Provided material.
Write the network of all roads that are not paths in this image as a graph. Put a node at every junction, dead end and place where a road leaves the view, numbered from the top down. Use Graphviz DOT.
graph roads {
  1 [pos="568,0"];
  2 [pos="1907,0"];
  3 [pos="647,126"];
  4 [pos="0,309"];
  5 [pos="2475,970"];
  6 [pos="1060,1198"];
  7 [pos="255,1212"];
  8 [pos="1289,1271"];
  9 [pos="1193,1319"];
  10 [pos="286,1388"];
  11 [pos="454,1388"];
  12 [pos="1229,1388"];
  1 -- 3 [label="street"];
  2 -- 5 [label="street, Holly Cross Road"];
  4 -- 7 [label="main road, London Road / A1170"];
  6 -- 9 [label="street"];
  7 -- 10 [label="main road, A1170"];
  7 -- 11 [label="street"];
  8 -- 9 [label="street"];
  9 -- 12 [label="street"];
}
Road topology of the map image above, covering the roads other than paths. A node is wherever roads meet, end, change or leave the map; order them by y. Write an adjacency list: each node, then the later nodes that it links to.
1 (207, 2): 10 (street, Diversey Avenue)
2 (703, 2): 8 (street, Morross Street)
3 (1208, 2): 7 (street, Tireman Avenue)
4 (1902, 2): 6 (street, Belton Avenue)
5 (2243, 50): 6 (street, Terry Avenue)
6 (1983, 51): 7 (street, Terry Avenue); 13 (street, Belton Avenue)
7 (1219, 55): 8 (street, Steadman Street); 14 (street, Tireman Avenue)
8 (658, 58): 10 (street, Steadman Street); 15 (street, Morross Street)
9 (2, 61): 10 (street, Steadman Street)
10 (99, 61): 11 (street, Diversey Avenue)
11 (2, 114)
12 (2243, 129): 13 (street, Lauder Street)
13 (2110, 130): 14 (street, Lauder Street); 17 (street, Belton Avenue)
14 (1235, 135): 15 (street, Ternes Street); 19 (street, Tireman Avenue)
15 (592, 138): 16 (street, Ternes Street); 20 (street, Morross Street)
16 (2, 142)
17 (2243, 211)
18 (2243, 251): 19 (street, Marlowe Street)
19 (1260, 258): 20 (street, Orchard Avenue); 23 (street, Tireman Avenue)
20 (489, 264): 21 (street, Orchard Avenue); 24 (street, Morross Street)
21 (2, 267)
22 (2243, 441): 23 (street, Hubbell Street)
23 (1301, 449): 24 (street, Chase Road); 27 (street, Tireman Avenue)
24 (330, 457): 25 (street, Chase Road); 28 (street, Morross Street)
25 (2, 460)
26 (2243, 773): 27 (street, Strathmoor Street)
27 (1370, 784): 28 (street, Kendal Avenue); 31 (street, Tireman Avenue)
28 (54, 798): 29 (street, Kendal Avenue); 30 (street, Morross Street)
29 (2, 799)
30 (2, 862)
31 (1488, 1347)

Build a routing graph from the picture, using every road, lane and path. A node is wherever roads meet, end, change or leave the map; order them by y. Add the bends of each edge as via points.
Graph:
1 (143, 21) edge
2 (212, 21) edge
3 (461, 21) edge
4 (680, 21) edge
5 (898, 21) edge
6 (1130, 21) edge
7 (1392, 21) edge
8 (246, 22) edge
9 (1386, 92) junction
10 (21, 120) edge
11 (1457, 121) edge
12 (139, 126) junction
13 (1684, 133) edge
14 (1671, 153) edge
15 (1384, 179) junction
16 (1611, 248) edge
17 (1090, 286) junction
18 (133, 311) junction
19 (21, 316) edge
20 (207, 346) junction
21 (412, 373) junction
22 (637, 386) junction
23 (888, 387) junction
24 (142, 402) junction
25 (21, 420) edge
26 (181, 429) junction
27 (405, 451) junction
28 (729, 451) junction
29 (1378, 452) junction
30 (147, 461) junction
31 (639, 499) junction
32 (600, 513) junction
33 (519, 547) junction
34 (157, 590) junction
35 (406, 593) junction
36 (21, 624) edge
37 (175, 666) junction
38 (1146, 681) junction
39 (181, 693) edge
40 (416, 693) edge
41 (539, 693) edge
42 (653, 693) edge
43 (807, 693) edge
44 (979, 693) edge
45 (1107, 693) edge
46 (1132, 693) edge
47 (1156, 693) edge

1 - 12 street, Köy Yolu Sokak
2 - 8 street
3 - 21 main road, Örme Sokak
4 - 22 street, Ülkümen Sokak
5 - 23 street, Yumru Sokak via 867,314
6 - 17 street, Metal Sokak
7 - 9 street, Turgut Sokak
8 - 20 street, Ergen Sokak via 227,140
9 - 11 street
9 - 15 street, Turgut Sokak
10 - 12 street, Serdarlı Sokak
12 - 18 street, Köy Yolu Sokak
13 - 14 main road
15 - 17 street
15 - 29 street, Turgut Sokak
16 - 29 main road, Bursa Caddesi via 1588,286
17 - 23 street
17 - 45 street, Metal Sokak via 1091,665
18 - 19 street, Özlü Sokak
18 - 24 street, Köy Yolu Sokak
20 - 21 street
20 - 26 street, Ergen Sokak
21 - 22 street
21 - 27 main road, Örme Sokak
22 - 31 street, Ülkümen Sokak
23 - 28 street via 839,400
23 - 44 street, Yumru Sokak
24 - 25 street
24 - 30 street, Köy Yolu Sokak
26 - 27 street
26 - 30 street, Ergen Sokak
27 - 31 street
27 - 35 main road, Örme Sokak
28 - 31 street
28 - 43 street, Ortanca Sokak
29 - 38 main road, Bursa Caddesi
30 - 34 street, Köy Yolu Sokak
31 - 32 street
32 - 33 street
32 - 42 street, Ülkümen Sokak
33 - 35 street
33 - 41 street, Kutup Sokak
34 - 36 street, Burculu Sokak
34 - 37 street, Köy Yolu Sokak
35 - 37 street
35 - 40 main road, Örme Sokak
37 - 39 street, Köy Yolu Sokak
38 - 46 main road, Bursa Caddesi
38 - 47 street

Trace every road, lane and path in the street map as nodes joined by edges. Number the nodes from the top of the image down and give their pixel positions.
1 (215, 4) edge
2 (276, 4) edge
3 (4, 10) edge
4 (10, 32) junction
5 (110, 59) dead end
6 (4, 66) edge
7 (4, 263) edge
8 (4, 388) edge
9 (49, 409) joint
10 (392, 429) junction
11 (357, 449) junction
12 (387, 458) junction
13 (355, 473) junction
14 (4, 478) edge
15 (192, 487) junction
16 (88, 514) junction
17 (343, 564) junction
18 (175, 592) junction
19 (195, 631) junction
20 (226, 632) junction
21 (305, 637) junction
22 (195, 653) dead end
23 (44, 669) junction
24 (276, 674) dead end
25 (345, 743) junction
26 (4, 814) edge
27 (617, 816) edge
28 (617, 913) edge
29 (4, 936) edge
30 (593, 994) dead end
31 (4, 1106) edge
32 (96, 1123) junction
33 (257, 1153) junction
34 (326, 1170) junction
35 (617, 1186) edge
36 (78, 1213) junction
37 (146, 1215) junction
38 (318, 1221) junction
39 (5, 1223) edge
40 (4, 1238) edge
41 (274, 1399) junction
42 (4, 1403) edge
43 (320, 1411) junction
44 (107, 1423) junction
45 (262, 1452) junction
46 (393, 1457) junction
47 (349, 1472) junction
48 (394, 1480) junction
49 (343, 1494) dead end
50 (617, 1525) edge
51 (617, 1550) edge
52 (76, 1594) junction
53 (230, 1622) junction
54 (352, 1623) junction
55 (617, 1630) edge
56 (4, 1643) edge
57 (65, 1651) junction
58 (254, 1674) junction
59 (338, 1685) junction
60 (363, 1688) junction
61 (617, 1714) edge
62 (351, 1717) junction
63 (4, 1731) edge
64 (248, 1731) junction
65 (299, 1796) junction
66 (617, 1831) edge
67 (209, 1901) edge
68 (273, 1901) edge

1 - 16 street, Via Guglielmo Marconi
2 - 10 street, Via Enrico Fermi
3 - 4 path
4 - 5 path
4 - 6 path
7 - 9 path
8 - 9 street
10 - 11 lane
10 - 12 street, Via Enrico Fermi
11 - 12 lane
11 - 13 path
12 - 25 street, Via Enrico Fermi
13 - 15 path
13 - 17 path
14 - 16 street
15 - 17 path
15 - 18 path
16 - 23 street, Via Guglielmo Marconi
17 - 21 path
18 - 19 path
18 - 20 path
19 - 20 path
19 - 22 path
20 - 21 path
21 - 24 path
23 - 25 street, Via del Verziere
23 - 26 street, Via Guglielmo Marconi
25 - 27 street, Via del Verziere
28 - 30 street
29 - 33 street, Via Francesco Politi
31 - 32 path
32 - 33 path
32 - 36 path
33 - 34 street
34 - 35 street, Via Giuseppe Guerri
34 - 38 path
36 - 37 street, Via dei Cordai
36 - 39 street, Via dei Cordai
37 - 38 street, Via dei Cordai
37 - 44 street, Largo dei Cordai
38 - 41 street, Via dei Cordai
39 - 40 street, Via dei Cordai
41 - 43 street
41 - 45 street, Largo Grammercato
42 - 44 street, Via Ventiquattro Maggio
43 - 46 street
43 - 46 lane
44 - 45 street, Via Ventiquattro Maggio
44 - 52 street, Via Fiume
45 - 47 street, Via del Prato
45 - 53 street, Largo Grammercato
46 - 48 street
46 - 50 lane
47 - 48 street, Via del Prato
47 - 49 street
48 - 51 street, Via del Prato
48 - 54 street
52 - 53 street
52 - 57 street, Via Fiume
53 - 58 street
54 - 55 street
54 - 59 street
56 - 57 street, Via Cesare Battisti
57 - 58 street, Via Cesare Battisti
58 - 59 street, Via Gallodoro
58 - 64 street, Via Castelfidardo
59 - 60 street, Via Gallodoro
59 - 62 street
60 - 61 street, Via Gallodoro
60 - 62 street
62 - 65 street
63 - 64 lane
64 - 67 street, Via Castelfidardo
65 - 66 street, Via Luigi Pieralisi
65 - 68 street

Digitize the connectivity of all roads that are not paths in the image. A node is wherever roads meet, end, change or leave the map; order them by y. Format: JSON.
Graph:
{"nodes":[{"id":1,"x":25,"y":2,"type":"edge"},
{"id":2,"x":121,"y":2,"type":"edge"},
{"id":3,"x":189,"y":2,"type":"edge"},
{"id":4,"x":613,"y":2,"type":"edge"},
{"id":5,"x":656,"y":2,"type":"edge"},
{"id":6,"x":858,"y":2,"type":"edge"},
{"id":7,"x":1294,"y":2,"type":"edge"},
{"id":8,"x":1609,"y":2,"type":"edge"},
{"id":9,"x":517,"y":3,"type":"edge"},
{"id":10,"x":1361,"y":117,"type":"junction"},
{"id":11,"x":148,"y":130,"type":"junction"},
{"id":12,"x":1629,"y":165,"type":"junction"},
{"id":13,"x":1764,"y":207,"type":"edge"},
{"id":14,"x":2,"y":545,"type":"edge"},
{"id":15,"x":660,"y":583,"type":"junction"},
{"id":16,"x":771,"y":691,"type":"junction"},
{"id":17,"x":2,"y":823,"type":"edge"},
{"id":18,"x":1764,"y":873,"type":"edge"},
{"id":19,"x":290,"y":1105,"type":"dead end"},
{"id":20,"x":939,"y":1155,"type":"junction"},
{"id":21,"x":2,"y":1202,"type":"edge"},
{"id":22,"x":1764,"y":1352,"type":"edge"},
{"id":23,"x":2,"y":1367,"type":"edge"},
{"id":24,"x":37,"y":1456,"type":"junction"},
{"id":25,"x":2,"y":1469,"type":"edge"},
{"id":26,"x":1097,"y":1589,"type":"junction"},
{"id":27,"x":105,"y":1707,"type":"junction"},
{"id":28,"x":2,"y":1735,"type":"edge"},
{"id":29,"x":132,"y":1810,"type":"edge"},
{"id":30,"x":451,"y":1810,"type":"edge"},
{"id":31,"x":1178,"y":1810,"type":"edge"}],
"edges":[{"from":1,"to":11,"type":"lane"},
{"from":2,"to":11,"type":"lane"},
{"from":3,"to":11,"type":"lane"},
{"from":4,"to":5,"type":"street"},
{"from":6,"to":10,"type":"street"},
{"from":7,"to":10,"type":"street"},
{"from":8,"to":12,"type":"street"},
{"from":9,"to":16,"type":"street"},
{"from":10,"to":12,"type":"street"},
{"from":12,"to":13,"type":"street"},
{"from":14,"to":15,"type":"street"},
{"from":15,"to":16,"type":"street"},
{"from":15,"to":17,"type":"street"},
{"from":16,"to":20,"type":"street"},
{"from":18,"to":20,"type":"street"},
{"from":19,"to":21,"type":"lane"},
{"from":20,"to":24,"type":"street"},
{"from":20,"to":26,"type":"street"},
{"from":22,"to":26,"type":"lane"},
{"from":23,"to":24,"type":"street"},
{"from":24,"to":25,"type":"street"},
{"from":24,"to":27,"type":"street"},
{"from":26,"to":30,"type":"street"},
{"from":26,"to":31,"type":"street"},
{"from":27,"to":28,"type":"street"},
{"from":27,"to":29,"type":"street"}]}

Exercise. In the data above, find each line that has the word "wherever" and copy it out.

Answer space.
Road topology of the map image above, covering the roads other than paths. A node is wherever roads meet, end, change or leave the map; order them by y. Write an adjacency list: each node, then the later nodes that it links to.
Build a routing graph from the picture, using every road, lane and path. A node is wherever roads meet, end, change or leave the map; order them by y. Add the bends of each edge as via points.
Digitize the connectivity of all roads that are not paths in the image. A node is wherever roads meet, end, change or leave the map; order them by y. Format: JSON.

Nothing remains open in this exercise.